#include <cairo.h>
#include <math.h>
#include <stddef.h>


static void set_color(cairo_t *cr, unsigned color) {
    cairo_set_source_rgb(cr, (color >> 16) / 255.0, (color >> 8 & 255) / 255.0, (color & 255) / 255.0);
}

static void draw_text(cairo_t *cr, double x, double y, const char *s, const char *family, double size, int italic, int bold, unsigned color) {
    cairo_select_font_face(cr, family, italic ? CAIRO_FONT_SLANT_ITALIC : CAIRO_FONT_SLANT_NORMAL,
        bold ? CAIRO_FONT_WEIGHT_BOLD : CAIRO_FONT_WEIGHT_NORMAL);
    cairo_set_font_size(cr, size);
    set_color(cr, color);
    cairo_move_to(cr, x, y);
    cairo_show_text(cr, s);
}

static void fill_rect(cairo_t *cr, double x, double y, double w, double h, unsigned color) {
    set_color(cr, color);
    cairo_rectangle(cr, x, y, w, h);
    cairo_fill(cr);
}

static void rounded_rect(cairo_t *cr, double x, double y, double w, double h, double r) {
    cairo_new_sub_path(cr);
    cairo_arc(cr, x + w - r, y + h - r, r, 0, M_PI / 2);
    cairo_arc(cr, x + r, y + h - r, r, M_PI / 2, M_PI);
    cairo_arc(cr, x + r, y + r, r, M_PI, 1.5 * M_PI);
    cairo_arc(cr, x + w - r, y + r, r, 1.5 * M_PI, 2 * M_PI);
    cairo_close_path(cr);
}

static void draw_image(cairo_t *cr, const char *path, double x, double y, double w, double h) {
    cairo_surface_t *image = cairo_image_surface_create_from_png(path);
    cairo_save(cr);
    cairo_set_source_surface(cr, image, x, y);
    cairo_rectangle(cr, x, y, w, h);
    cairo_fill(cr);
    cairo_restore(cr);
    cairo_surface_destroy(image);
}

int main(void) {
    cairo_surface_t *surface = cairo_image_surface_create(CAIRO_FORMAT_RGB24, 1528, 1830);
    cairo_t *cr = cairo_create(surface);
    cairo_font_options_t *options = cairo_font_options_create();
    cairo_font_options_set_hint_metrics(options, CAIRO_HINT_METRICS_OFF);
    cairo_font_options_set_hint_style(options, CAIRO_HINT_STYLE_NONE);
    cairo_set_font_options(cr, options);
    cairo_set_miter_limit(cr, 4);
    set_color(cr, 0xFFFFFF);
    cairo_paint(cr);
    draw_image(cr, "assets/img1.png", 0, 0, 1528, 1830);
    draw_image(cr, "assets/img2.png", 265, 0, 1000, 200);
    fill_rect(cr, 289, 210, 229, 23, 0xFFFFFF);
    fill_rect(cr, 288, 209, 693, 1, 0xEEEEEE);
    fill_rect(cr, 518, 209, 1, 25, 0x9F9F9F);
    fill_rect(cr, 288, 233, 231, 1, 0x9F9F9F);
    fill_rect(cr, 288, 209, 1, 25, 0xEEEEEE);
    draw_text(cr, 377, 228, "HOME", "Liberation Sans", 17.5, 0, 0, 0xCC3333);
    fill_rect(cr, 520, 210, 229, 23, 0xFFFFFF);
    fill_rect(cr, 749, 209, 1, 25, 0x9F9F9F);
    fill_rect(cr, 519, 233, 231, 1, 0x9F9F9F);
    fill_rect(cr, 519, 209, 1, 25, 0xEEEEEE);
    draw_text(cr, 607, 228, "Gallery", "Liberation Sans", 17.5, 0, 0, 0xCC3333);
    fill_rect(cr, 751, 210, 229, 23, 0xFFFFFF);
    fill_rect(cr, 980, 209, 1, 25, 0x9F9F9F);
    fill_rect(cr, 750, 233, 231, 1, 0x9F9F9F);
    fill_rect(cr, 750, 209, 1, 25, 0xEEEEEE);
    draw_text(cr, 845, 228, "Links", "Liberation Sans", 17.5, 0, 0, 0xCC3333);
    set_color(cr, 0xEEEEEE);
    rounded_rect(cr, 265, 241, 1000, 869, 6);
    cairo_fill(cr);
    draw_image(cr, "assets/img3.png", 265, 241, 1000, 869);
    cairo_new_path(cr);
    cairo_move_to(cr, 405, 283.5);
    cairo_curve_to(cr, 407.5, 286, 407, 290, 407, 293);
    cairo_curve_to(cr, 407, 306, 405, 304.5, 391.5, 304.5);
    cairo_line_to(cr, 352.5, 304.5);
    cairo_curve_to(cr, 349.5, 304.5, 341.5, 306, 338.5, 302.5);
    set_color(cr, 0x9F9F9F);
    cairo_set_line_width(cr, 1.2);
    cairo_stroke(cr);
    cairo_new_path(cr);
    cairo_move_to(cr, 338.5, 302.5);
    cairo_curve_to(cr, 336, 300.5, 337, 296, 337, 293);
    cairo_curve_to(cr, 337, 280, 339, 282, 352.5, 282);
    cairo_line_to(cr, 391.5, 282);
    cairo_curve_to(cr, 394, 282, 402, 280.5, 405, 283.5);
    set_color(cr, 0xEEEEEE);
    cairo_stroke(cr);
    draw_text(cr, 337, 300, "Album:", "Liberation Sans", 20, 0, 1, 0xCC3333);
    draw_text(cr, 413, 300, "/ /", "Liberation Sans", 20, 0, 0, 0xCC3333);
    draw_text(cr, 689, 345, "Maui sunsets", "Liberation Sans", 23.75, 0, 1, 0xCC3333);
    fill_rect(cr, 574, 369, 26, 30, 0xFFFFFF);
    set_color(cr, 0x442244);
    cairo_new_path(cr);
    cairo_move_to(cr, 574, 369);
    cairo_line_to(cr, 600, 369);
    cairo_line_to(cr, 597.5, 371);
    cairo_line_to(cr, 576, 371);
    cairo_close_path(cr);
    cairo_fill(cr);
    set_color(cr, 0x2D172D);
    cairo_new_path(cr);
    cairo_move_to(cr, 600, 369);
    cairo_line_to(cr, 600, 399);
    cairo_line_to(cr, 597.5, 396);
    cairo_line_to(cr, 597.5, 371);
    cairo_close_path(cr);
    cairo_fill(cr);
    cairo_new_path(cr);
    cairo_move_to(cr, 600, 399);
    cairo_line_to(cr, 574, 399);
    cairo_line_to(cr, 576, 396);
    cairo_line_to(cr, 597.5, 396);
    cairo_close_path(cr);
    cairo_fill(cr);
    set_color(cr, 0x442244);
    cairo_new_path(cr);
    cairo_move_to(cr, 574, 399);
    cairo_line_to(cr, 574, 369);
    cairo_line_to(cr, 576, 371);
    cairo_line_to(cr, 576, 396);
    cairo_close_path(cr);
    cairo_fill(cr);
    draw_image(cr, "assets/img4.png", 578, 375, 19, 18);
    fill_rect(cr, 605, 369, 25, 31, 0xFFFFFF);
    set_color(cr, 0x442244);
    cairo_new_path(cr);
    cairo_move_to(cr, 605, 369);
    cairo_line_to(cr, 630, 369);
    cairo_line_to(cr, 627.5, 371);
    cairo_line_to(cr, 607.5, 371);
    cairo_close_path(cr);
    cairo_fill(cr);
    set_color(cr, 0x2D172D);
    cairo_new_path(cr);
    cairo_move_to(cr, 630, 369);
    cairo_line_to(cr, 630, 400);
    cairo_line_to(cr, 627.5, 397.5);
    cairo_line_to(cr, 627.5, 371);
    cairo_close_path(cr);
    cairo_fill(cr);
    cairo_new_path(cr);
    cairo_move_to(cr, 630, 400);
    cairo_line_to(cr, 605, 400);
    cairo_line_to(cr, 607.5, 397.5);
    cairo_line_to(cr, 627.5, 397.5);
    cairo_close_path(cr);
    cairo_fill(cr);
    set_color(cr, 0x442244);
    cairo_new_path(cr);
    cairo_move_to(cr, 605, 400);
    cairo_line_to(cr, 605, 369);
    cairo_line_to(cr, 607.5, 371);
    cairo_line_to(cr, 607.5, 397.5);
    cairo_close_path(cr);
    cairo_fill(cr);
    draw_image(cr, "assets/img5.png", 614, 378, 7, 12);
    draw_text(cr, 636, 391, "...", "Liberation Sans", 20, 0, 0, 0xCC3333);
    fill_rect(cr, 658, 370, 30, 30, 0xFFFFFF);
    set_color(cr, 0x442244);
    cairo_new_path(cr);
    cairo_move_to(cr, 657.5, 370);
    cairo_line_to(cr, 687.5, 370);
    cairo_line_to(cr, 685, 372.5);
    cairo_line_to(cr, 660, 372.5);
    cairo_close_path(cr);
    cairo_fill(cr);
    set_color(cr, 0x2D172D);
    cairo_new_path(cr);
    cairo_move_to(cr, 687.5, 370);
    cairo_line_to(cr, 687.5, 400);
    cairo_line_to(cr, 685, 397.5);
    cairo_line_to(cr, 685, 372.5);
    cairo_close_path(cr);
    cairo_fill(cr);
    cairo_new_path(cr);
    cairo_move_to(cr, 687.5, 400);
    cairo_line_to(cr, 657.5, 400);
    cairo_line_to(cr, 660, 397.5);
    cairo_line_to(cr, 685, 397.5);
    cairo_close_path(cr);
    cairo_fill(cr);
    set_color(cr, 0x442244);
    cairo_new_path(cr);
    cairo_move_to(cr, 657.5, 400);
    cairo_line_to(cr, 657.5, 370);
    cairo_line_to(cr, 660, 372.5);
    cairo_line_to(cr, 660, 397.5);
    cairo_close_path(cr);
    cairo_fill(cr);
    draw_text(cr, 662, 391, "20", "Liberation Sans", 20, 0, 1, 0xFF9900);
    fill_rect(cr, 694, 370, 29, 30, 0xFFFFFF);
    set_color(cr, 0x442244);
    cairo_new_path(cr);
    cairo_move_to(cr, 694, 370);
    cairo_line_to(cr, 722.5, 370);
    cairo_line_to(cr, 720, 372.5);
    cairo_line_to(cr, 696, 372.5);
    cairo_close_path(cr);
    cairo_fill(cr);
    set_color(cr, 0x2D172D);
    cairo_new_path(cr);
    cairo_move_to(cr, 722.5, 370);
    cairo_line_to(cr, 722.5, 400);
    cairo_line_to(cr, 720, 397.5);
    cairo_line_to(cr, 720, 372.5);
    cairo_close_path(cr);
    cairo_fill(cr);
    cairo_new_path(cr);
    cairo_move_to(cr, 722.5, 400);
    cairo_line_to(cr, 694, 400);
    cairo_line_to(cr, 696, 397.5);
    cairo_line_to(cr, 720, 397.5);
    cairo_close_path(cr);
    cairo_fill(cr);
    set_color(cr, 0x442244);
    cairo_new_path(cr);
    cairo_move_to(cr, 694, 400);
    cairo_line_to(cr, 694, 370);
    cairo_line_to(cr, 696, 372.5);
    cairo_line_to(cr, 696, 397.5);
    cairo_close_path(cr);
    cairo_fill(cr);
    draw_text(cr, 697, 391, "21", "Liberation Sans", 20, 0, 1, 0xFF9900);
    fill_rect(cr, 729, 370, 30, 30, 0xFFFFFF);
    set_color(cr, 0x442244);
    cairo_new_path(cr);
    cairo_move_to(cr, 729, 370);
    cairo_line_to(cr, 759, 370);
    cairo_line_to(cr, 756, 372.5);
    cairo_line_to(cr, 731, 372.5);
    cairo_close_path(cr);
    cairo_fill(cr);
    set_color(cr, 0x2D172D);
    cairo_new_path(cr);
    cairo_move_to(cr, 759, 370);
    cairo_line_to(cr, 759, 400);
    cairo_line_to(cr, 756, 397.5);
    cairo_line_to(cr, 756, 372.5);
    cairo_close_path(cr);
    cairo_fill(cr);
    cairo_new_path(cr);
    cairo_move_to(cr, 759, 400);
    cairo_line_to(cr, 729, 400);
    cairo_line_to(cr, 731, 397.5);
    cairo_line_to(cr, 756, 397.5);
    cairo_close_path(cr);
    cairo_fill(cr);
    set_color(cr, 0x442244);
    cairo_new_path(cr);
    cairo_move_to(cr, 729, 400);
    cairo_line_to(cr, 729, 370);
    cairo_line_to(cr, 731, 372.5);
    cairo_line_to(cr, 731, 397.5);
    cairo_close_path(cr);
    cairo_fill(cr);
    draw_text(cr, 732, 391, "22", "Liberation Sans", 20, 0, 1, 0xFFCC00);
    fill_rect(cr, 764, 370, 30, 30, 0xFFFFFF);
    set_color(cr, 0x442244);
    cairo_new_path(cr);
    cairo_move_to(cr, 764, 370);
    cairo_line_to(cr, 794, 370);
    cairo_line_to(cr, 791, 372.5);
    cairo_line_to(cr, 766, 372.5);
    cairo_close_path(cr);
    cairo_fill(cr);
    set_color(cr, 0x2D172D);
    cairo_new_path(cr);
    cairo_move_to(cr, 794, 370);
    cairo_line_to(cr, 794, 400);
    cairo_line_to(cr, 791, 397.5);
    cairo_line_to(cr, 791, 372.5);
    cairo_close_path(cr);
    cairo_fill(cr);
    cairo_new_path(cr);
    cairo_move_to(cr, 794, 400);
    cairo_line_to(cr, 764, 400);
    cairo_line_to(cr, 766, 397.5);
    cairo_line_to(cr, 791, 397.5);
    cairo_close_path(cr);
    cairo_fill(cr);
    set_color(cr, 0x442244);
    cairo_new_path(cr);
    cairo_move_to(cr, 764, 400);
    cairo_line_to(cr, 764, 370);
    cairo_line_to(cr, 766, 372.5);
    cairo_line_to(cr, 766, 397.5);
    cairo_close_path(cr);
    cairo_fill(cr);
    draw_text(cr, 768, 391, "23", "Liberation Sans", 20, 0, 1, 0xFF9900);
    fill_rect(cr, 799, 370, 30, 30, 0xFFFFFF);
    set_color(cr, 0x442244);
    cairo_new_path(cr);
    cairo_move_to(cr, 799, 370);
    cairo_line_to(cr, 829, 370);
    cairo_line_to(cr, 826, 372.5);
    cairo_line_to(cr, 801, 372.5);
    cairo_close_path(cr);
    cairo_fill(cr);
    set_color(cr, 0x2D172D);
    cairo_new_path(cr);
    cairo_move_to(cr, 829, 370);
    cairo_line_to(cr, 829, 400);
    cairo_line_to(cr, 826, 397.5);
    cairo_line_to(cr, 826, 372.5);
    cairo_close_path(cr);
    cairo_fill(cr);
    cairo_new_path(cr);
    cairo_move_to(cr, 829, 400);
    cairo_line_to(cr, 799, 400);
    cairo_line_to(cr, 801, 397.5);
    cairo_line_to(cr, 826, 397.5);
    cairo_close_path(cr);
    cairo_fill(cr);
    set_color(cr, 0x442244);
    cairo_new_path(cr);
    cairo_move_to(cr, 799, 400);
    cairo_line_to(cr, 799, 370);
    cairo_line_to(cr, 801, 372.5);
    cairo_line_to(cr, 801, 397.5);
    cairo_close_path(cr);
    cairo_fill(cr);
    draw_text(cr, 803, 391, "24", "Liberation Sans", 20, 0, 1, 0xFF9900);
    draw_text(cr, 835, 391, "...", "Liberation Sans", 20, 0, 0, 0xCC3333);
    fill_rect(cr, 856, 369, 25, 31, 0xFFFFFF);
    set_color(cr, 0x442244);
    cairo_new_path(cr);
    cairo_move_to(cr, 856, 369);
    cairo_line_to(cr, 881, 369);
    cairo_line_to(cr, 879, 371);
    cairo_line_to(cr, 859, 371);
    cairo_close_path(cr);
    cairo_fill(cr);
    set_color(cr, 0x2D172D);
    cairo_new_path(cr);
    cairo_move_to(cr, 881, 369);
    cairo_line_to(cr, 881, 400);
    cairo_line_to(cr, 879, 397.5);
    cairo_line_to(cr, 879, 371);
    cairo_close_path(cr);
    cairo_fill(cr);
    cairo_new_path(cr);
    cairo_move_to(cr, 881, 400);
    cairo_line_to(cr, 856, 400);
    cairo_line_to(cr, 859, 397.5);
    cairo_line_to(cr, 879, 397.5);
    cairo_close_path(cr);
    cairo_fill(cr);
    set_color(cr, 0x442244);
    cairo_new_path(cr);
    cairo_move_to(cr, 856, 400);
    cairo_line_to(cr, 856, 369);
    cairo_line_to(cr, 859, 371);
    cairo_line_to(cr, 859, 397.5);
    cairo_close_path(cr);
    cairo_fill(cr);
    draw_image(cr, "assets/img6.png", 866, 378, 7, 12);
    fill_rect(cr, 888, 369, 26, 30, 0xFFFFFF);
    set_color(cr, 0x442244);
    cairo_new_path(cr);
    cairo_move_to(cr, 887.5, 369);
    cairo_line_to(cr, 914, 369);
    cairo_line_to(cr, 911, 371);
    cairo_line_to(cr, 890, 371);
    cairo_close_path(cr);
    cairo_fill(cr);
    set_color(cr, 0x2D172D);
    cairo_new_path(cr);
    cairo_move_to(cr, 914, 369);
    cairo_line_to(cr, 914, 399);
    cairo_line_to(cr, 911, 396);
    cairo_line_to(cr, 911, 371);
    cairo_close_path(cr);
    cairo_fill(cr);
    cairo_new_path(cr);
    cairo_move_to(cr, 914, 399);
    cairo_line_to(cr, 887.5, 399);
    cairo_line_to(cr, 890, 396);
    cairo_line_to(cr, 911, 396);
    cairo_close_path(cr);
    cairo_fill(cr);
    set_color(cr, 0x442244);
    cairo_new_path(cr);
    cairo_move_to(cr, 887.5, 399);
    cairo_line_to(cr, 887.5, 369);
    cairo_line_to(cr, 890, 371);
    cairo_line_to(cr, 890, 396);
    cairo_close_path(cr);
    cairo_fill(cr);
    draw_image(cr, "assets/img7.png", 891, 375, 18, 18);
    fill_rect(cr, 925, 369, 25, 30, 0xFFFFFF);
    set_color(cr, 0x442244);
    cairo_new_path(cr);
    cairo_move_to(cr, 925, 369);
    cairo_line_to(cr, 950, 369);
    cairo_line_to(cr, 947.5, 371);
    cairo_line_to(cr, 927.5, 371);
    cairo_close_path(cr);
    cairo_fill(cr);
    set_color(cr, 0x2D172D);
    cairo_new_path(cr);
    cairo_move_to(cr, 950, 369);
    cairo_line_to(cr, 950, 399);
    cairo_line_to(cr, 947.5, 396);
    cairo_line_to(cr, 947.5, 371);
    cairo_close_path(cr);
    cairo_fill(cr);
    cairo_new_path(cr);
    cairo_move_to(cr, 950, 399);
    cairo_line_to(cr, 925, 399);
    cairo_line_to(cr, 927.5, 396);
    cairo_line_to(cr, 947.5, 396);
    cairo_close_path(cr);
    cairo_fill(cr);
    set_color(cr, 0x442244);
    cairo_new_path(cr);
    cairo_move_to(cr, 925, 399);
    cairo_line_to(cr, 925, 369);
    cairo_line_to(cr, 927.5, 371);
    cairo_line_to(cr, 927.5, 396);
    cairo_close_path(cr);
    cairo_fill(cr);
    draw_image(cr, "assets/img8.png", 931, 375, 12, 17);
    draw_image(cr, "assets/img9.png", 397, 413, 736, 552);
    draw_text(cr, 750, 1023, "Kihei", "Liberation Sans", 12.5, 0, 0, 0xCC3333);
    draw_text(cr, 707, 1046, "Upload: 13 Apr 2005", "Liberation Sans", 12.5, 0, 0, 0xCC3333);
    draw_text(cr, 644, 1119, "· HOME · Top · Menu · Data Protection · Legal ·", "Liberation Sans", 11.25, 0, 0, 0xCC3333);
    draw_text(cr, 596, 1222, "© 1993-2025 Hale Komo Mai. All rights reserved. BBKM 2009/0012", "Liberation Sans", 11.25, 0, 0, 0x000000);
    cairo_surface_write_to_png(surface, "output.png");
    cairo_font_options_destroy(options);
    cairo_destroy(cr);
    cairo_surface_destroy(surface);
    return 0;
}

* [Directions for this task]: Figure out how many lines of the data hold "size", and answer with the number only.

* [Result for this task]: 2